> _Your instructions_
Only the lines of the data holding the string "滨海大道" need to be returned.
━━━━━ Given records ━━━━━
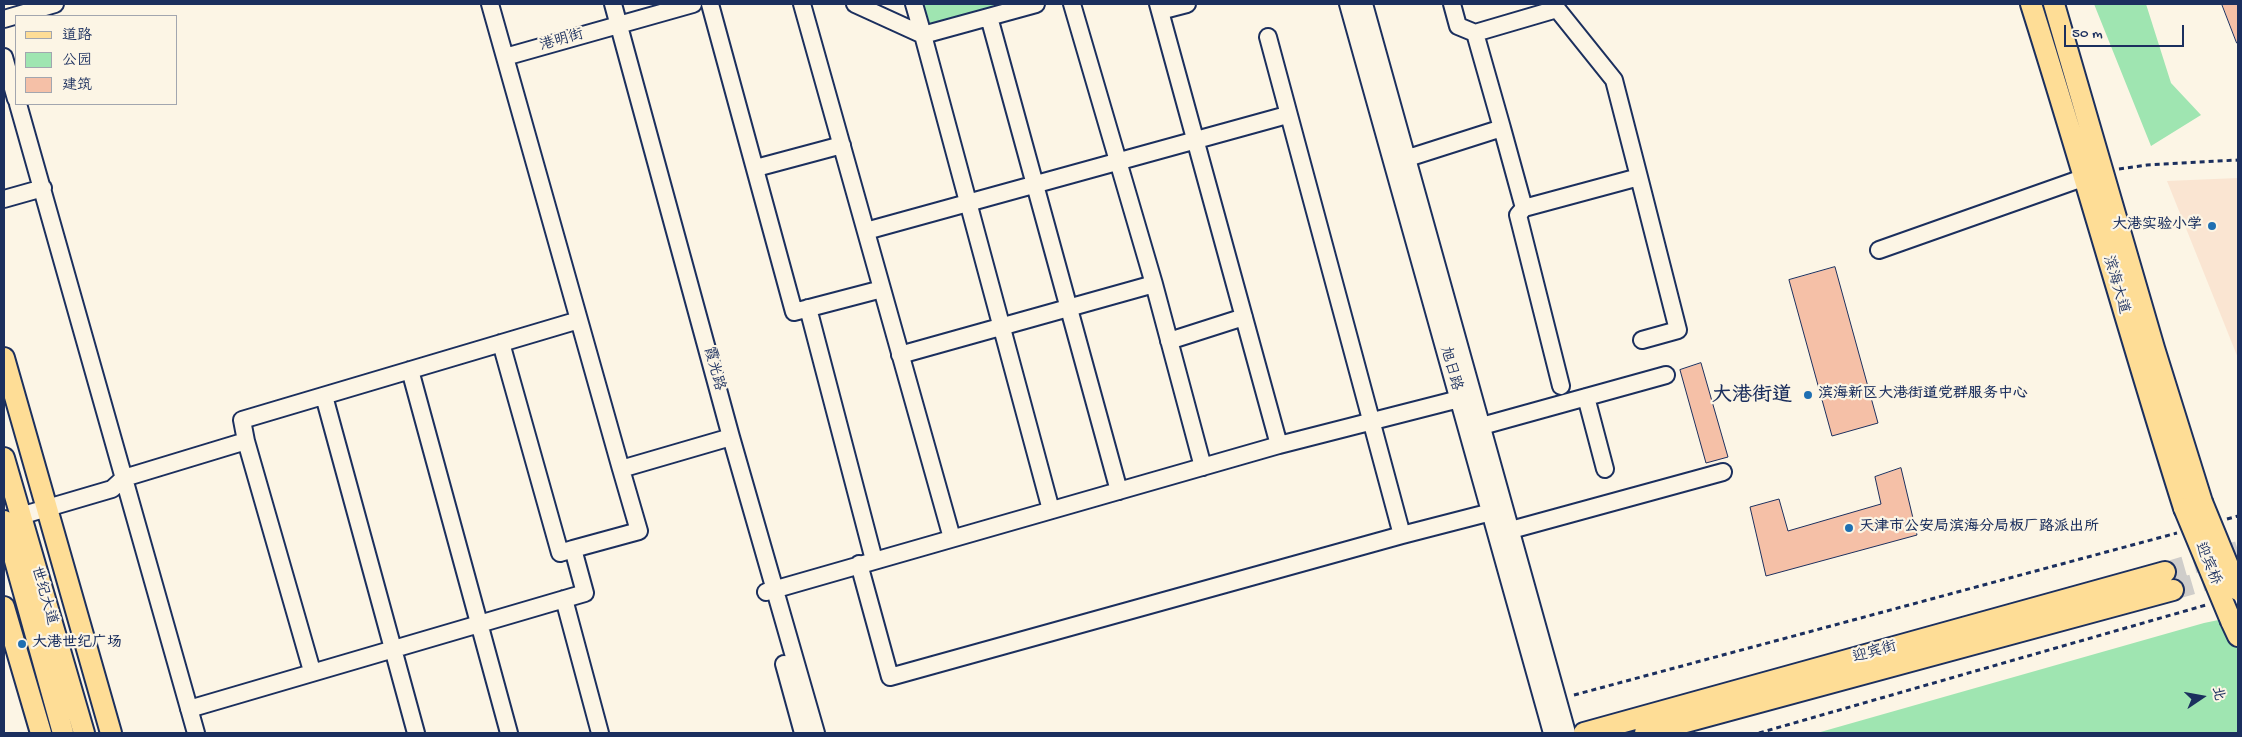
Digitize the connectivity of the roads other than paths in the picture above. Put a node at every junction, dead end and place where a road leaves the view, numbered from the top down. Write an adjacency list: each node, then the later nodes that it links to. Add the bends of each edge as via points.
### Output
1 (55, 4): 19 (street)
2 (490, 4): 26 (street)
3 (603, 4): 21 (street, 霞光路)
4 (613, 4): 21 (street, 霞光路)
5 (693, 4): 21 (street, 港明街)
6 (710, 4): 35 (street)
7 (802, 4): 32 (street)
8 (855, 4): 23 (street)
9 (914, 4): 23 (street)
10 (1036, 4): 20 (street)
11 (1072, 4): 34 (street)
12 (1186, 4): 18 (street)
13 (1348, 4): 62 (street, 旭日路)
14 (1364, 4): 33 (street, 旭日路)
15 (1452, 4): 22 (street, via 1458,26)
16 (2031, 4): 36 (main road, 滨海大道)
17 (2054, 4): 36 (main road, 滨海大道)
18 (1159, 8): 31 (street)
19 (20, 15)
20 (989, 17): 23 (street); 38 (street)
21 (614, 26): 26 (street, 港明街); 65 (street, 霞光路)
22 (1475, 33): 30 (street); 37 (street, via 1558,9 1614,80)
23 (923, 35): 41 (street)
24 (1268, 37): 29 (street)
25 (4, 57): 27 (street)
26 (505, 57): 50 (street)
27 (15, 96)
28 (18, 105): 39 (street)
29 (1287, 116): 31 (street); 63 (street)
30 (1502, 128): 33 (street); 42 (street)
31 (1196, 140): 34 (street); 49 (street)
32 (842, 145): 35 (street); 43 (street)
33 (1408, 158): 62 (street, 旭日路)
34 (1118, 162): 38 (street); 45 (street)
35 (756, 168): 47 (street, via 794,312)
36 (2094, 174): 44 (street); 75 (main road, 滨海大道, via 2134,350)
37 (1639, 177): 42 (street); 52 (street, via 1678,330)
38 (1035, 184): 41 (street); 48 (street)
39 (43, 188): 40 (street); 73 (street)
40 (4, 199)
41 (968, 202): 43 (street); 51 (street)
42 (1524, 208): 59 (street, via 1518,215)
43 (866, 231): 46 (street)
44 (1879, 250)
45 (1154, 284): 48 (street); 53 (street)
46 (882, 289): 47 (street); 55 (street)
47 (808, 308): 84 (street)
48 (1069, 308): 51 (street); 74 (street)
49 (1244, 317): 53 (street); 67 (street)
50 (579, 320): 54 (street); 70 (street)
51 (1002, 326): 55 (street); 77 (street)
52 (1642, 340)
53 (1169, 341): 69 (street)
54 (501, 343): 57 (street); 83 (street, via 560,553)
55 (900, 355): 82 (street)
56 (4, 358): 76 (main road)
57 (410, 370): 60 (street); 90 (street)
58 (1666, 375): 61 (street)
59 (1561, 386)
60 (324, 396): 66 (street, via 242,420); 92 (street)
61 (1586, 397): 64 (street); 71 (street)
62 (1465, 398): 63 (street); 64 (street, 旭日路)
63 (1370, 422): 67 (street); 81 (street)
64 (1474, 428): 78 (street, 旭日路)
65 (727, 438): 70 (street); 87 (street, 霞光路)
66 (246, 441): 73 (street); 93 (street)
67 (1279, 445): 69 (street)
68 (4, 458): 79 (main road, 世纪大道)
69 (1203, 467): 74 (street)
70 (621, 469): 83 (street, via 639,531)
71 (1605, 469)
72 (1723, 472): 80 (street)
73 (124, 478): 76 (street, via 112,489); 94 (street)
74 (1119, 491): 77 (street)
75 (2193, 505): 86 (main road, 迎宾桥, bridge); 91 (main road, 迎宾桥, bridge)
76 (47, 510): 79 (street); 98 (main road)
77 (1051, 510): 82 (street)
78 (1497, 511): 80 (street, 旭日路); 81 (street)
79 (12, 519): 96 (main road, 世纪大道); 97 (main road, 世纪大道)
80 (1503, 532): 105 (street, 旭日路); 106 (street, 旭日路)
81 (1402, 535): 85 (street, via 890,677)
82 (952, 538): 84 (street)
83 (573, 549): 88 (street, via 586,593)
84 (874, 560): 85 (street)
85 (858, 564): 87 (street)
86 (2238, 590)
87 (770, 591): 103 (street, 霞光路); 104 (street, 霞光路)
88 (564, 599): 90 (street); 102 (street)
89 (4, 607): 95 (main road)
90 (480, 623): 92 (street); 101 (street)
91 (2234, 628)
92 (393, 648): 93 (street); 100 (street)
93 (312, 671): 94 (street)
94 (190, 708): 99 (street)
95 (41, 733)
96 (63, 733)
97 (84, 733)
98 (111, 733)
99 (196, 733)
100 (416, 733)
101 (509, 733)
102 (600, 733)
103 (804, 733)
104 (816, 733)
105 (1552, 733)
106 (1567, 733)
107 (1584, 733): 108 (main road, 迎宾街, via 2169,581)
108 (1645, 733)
━━━━━
> _Problem solution_
16 (2031, 4): 36 (main road, 滨海大道)
17 (2054, 4): 36 (main road, 滨海大道)
36 (2094, 174): 44 (street); 75 (main road, 滨海大道, via 2134,350)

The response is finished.